Many of us refer casually to hypochondria as a condition in which a person thinks he’s ill when he’s not. Though the victim’s friends or family may see perfect health, the hypochondriac constantly fears or suffers feelings of illness. Hypochondria has afflicted people through the ages, but alienists in the twentieth century differentiated its degrees of seriousness.
The first stage of hypochondria was entirely mental: the person thought he was ill when he was not. The second stage began when he started to act ill and displayed symptoms consistent with the particular problem he believed he had. The third stage occurred when the person started to suffer from the actual condition; as one alienist noted, “Real disease, is, therefore, induced.”

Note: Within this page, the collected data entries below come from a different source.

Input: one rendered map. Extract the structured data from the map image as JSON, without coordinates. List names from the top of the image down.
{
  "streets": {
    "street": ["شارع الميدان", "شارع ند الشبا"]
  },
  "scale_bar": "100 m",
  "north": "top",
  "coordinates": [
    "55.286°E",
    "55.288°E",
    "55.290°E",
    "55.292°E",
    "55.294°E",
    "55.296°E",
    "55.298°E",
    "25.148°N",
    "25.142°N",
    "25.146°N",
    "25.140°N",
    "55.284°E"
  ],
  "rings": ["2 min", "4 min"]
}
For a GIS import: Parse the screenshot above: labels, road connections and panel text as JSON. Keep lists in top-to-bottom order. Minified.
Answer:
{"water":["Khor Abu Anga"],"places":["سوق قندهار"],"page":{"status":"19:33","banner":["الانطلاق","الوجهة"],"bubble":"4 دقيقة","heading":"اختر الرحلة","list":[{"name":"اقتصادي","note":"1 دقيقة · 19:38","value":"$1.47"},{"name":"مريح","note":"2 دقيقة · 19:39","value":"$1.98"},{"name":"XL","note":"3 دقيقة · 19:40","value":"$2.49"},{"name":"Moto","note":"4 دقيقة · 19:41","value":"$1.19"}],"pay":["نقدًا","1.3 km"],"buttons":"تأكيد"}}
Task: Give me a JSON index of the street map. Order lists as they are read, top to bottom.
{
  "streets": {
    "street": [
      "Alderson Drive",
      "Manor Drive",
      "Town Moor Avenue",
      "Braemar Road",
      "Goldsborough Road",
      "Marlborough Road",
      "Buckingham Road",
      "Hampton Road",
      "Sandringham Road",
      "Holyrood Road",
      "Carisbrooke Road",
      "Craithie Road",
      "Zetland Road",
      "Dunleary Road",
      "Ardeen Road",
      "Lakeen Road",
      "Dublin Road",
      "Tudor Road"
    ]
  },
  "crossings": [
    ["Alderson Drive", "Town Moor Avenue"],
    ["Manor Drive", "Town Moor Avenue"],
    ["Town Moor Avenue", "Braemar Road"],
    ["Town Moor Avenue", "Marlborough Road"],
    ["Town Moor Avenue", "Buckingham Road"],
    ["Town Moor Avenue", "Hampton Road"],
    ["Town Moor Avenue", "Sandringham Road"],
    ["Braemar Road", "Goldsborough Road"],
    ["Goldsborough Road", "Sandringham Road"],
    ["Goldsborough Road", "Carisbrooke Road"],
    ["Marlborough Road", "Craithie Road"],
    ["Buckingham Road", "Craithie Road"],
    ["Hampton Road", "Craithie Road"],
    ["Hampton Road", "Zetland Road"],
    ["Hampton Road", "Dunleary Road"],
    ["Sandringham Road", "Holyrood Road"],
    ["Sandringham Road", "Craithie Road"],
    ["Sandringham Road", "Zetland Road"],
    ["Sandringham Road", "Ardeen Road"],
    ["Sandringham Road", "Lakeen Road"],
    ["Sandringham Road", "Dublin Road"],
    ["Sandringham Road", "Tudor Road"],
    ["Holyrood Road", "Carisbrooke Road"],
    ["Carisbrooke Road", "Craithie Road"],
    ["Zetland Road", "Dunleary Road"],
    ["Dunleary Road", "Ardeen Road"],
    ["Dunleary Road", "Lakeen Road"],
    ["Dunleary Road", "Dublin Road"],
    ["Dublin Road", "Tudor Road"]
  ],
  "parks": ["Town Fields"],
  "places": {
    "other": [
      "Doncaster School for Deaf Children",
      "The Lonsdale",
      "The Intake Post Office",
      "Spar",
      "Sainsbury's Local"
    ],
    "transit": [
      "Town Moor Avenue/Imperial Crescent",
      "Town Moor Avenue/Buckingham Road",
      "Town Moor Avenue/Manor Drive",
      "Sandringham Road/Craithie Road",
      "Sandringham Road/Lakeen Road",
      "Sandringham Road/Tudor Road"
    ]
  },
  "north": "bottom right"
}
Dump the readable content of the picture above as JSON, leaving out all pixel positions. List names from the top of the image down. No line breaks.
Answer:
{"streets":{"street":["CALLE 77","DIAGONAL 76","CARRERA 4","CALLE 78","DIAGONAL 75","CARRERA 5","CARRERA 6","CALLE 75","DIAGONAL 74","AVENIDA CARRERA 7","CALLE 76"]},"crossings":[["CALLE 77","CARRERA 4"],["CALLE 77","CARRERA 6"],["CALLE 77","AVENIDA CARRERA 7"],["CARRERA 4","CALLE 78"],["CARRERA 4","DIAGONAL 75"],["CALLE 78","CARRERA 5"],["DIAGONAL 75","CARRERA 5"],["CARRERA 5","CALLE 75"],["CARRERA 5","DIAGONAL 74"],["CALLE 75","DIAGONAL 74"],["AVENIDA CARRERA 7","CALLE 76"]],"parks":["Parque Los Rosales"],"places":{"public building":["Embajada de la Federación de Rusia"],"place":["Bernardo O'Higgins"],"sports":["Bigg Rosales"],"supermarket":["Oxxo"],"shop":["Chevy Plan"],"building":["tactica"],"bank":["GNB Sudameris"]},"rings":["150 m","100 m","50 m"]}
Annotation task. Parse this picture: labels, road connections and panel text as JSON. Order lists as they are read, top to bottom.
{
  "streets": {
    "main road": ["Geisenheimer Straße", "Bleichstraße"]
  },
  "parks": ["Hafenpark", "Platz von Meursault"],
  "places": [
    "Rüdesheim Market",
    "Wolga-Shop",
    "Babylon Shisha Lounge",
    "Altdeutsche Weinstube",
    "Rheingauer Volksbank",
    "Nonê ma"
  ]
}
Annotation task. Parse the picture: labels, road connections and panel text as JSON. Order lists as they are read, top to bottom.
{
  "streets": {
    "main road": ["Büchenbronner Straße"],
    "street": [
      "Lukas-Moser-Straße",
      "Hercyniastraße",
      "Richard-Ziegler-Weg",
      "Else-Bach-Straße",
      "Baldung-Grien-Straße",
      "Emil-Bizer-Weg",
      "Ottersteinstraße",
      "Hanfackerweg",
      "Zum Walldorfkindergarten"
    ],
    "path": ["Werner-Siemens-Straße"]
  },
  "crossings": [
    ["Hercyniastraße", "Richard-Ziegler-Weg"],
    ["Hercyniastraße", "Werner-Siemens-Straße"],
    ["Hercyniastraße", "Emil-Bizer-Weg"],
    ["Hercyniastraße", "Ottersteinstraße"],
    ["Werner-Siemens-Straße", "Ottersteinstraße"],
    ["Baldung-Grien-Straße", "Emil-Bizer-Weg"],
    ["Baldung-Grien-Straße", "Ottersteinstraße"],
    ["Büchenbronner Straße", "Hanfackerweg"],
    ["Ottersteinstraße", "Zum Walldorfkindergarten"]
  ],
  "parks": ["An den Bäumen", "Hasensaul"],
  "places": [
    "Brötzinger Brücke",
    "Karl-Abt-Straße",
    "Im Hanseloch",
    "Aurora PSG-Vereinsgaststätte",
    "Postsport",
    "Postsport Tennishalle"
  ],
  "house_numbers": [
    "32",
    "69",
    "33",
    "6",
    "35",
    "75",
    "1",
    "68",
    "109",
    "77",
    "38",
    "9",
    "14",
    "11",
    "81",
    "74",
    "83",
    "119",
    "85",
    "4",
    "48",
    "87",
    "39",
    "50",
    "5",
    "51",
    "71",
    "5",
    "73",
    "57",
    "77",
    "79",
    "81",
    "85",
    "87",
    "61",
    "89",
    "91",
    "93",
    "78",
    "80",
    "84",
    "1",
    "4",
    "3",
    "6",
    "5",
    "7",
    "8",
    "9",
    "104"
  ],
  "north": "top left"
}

Dr. William A. Hammond recalled a woman who believed she had suffered a disease of the tongue which caused it to fall off. Of course,the tongue was still there, but Hammond could not persuade her that it really was. Eventually, he decided to treat her with an aloetic purge, which he had seen recommended by a European alienist, Jacobus Schroeder van der Kolk. This purge consisted of a succotorine aloe (a medicinal aloe from Africa), castile soap, and a simple syrup, along with whatever else a doctor might choose to mix in. It was essentially a harmless concoction, but fell right in with the era’s belief that a good purge could do a world of good.
The purge dislodged “large quantities of hardened fecal matter” and restored the woman’s menstrual cycle, and within a month, “she was entirely free from all perceptional, intellectual, or emotional derangement,” said Hammond. To his credit, Hammond didn’t clash wills with the patient, but instead worked in a way that accommodated her illness and caused her the least harm.